Animal care. Fouteen female Wistar rats weighing 90 g were obtained from Charles River Laboratories and divided into two groups: 1) creatine (Cr) supplementation [2% creatine monohydrate (Harlan Teklad, Madison, WI), n = 7 rats] and normal chow diet (n = 7 rats). The rats were provided with unrestricted access to water and diets for 3 wk. After an overnight fast, animals were anesthetized with an intraperitoneal injection of pentobarbital sodium (5 mg/100 g body wt), and the skeletal muscle tissues were rapidly dissected out. Epitrochlearis muscles were assayed for glucose transport activity, as described in Glucose transport and glycogen assays. Other muscles were immediately frozen with clamps cooled in liquid nitrogen. This research was approved by the Saint Louis University Animal Care Committee.
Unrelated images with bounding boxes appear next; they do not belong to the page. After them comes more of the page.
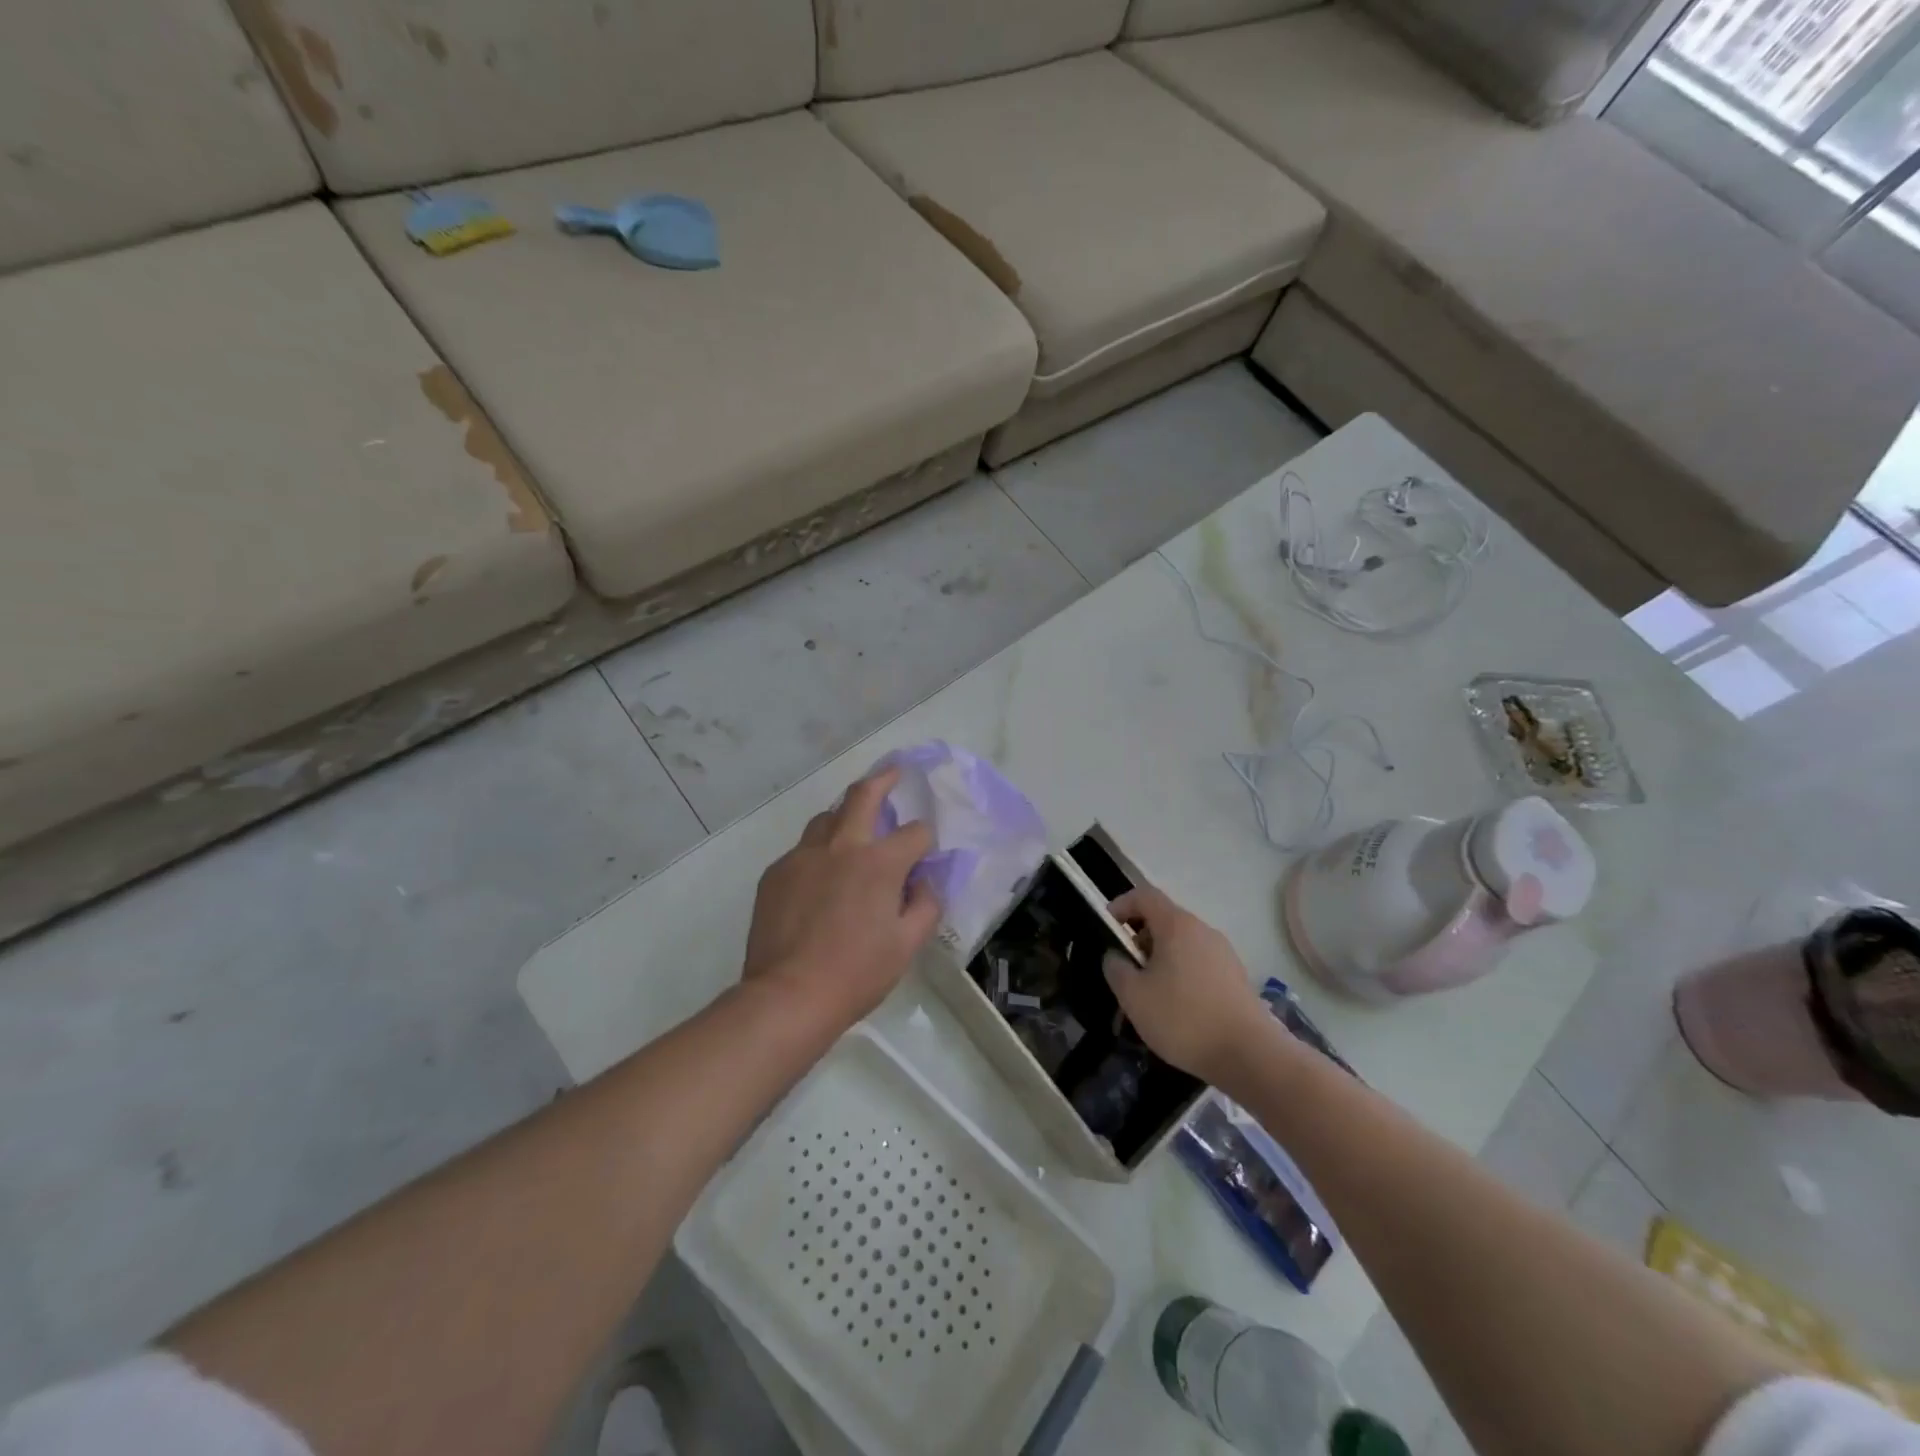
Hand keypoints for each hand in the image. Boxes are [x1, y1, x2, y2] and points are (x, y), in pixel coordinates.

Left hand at [743, 767, 940, 1033]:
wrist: (788, 995)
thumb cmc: (857, 973)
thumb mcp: (907, 944)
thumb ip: (925, 905)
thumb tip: (924, 882)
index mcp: (879, 862)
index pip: (915, 833)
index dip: (926, 841)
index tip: (925, 855)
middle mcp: (841, 846)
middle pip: (862, 795)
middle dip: (882, 779)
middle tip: (893, 773)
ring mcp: (802, 856)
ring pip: (826, 818)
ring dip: (845, 816)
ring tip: (853, 829)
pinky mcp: (776, 873)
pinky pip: (802, 851)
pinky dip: (819, 854)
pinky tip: (820, 879)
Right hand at [1103, 885, 1266, 1083]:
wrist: (1250, 1055)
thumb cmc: (1184, 1019)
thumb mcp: (1133, 996)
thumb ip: (1116, 969)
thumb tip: (1115, 956)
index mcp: (1176, 926)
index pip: (1144, 895)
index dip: (1120, 905)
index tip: (1107, 929)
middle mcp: (1202, 930)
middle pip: (1163, 920)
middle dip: (1139, 940)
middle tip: (1126, 971)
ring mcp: (1223, 953)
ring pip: (1181, 945)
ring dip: (1160, 960)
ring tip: (1149, 996)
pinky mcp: (1236, 977)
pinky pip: (1198, 964)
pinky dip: (1181, 975)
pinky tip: (1177, 1010)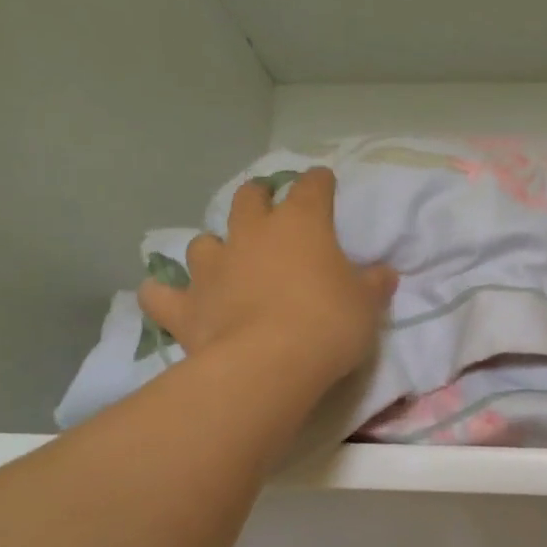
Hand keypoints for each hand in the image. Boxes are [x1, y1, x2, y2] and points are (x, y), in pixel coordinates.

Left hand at [139, 167, 396, 394]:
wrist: (270, 363)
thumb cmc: (328, 324)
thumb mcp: (366, 306)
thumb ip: (373, 285)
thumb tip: (384, 273)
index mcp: (301, 224)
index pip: (311, 187)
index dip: (319, 182)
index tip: (324, 183)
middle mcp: (252, 233)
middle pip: (249, 198)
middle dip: (259, 198)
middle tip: (268, 210)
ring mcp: (213, 267)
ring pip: (204, 242)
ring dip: (215, 248)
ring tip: (223, 262)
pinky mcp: (185, 305)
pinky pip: (161, 294)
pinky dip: (165, 295)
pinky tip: (170, 299)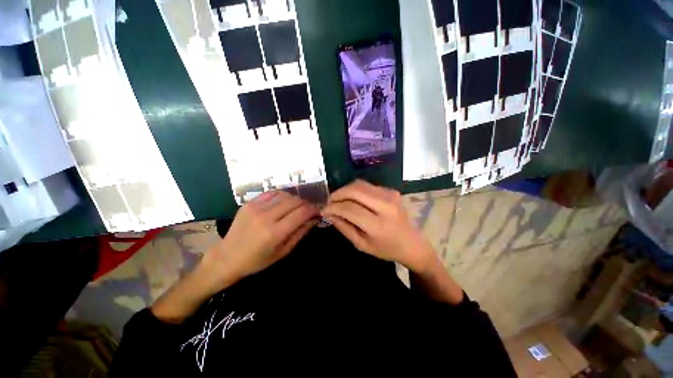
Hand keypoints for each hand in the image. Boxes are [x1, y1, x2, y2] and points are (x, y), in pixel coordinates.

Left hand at [202, 190, 318, 289]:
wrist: (227, 257)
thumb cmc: (257, 260)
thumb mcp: (283, 252)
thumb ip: (300, 233)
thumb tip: (314, 219)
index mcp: (275, 233)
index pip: (302, 212)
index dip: (313, 209)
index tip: (317, 211)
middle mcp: (266, 217)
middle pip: (295, 201)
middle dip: (305, 203)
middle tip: (308, 209)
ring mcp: (256, 208)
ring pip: (284, 195)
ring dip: (294, 199)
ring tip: (295, 206)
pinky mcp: (249, 203)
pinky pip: (271, 193)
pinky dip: (281, 196)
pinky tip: (282, 203)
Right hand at [321, 180, 435, 272]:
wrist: (412, 243)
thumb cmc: (386, 249)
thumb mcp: (362, 244)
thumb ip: (344, 227)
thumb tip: (329, 213)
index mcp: (378, 225)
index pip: (349, 209)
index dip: (333, 207)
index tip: (324, 209)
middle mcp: (385, 206)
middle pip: (354, 191)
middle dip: (337, 194)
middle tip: (329, 201)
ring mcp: (390, 195)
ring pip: (360, 184)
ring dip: (345, 190)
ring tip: (338, 199)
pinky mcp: (392, 191)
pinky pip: (368, 186)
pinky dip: (356, 190)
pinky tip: (353, 199)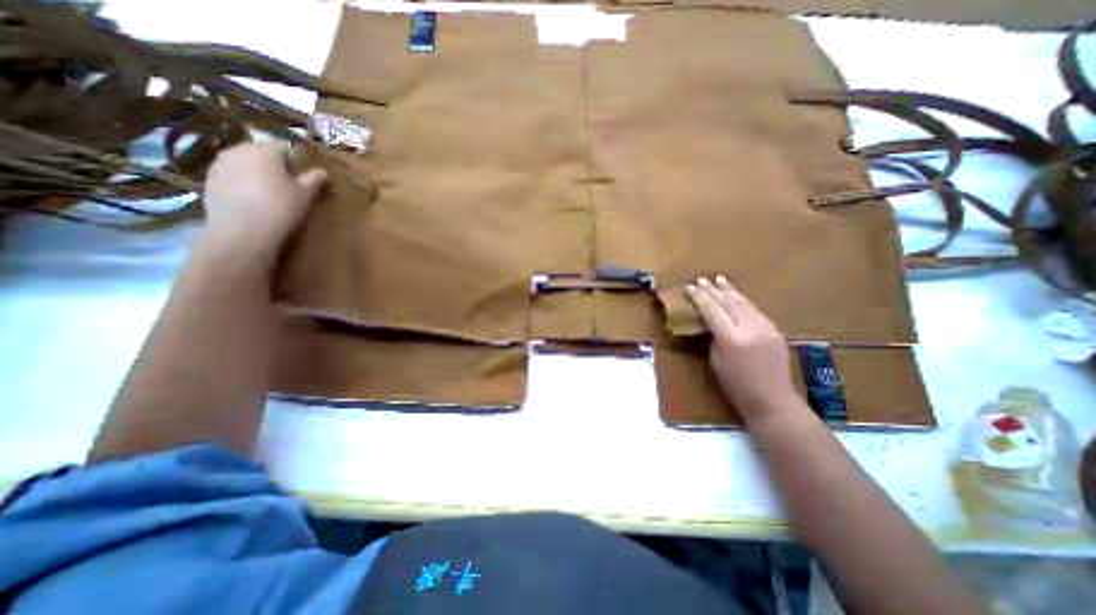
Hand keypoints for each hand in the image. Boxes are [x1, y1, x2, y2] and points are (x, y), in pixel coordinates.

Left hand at [198, 141, 327, 264]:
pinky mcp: (210, 179)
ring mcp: (220, 163)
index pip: (284, 147)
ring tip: (269, 193)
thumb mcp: (305, 194)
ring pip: (245, 163)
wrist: (243, 229)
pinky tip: (253, 200)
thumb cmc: (281, 207)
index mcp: (265, 150)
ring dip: (258, 173)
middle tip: (288, 186)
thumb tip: (323, 172)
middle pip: (262, 152)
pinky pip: (233, 175)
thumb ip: (314, 179)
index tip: (303, 177)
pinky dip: (243, 183)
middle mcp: (239, 150)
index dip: (296, 161)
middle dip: (275, 165)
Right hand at [683, 276, 796, 422]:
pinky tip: (736, 296)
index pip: (711, 310)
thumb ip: (712, 337)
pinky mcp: (774, 329)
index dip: (699, 297)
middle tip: (701, 280)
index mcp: (731, 338)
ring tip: (719, 279)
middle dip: (713, 290)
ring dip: (729, 290)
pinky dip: (742, 300)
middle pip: (728, 302)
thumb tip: (709, 322)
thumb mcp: (715, 360)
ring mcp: (765, 327)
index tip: (689, 287)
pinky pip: (754, 310)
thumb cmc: (735, 385)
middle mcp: (750, 327)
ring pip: (744, 302)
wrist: (772, 399)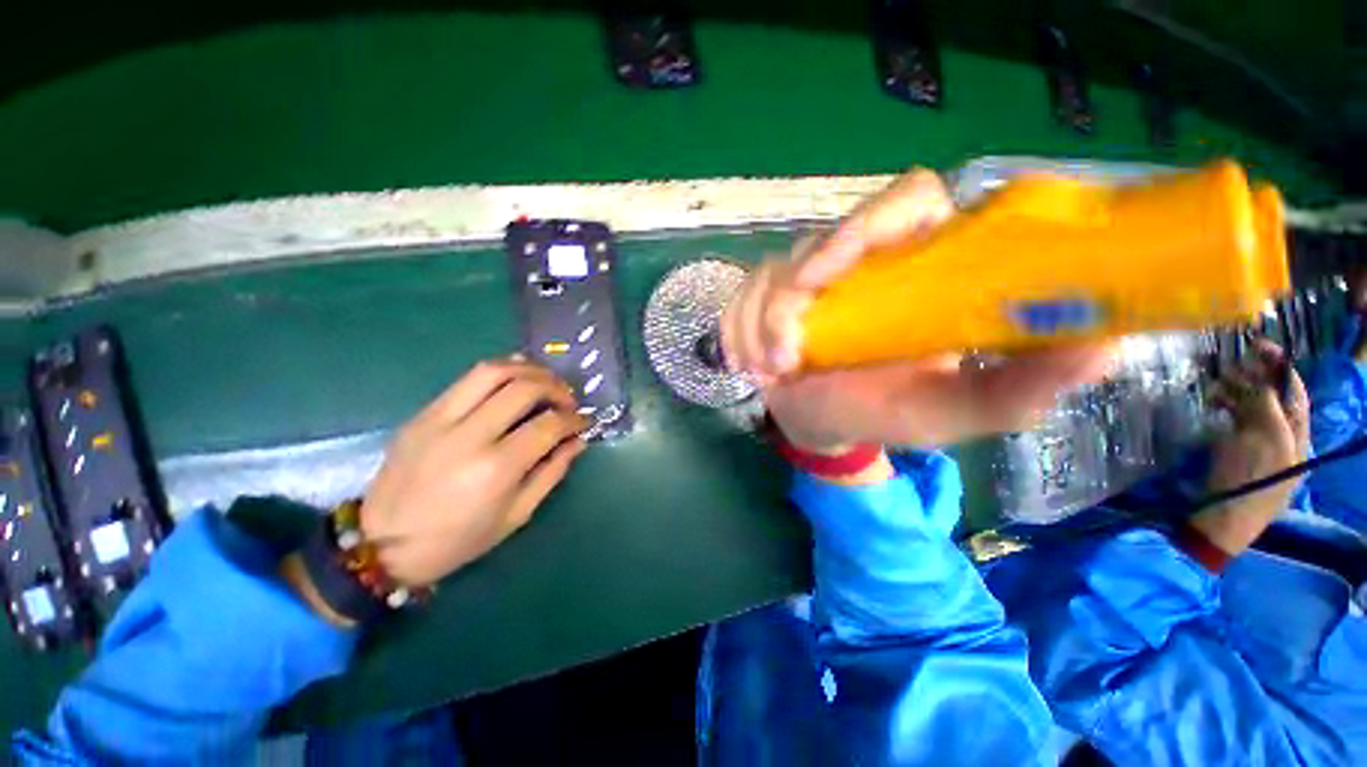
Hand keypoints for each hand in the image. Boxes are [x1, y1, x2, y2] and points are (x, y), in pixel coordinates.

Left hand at [359, 358, 589, 585]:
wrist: (382, 545)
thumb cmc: (457, 540)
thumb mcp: (516, 515)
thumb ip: (552, 472)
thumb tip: (578, 440)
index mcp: (495, 469)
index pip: (548, 425)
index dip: (574, 419)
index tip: (585, 421)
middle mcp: (469, 436)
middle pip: (523, 388)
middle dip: (556, 387)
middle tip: (568, 399)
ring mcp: (440, 419)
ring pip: (493, 371)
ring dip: (529, 370)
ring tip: (546, 381)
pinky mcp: (423, 413)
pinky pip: (467, 379)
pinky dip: (500, 371)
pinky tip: (517, 377)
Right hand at [720, 168, 1116, 452]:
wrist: (821, 421)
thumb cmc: (884, 414)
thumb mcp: (951, 411)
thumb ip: (1019, 386)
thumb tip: (1106, 342)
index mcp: (919, 267)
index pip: (908, 201)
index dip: (871, 224)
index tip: (833, 277)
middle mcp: (863, 259)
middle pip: (825, 238)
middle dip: (792, 296)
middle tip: (788, 351)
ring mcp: (808, 273)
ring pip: (772, 275)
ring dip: (761, 327)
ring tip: (772, 373)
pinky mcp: (768, 292)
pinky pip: (741, 299)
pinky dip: (740, 333)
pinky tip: (754, 365)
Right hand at [1192, 340, 1309, 554]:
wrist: (1221, 520)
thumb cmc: (1248, 482)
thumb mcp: (1264, 443)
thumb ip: (1267, 409)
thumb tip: (1260, 380)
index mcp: (1296, 435)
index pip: (1293, 392)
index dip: (1279, 368)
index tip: (1259, 346)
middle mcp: (1280, 436)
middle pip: (1270, 397)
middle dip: (1251, 378)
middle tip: (1227, 367)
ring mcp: (1255, 445)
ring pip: (1250, 407)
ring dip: (1234, 392)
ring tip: (1213, 385)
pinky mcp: (1233, 451)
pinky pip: (1233, 420)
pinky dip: (1223, 408)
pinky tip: (1211, 405)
Metabolite analysis. Muscle samples were stored at –80°C until analyzed. For assay of ATP, phosphocreatine (PCr), creatine, and AMP, extensor digitorum longus (EDL) muscles were ground in 5.6% perchloric acid containing 40% ethanol at –17°C. The –17°C homogenization temperature was maintained by cooling grinding tubes in an ethanol-dry ice bath during homogenizations. Samples were spun and supernatants neutralized with buffer containing 3 M KOH, 0.5 M imidazole, and 0.4 M KCl. ATP was analyzed with the ATPlite Luminescence ATP Detection Assay System (Perkin-Elmer) according to the manufacturer's instructions. PCr, creatine, and AMP content were measured with spectrophotometric or fluorometric assays as previously described by Bergmeyer (2) and Passonneau and Lowry (20). Total creatine (TCr) content was obtained by adding PCr and creatine concentrations. Creatinine was assayed by an end point creatinine amidohydrolase method based on the kinetic assay described by Moss et al. (15).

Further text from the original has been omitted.